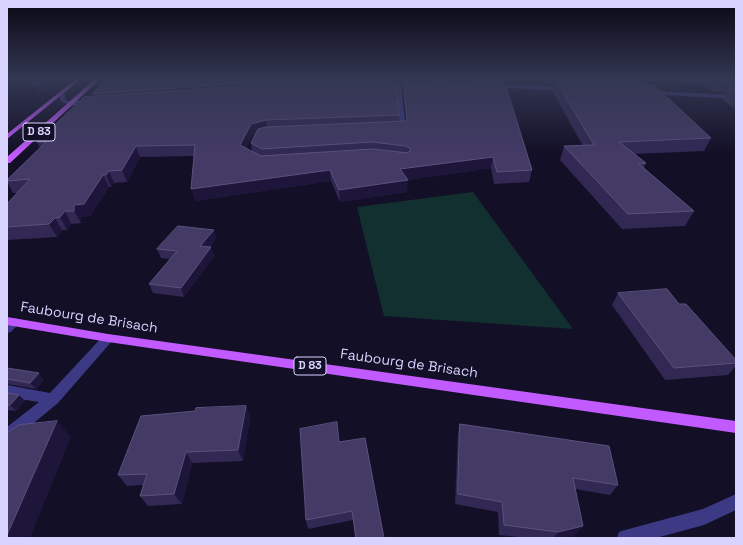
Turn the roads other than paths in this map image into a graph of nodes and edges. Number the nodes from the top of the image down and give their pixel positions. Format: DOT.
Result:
graph roads {
  1 [pos="47,104"];
  2 [pos="71,104"];
  3 [pos="400,104"];
  4 [pos="395,130"];
  5 [pos="7,137"];
  6 [pos="7,161"];
  7 [pos="9,324"];
  8 [pos="108,338"];
  9 [pos="7,391"];
  10 [pos="53,400"];
  11 [pos="736,427"];
  12 [pos="7,436"];
  13 [pos="736,502"];
  14 [pos="625,538"];
  1 -- 5 [label="main road, D 83"];
  2 -- 6 [label="main road, D 83"];
  3 -- 4 [label="street"];
  7 -- 8 [label="main road, Faubourg de Brisach / D 83"];
  8 -- 10 [label="street"];
  8 -- 11 [label="main road, Faubourg de Brisach / D 83"];
  9 -- 10 [label="street"];
  10 -- 12 [label="street"];
  13 -- 14 [label="street"];
}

------------------------------------------------

- ABOUT THIS EXERCISE: Pictures stay out; everything else in the listing above gets repeated exactly.

- RESULT BELOW:
Turn the roads other than paths in this map image into a graph of nodes and edges. Number the nodes from the top of the image down and give their pixel positions. Format: DOT.
Result:
graph roads {
  1 [pos="47,104"];
  2 [pos="71,104"];
  3 [pos="400,104"];
  4 [pos="395,130"];
  5 [pos="7,137"];
  6 [pos="7,161"];
  7 [pos="9,324"];
  8 [pos="108,338"];
  9 [pos="7,391"];
  10 [pos="53,400"];
  11 [pos="736,427"];
  12 [pos="7,436"];
  13 [pos="736,502"];
  14 [pos="625,538"];
  1 -- 5 [label="main road, D 83"];
  2 -- 6 [label="main road, D 83"];
  3 -- 4 [label="street"];
  7 -- 8 [label="main road, Faubourg de Brisach / D 83"];
  8 -- 10 [label="street"];
  8 -- 11 [label="main road, Faubourg de Brisach / D 83"];
  9 -- 10 [label="street"];
  10 -- 12 [label="street"];
  13 -- 14 [label="street"];
}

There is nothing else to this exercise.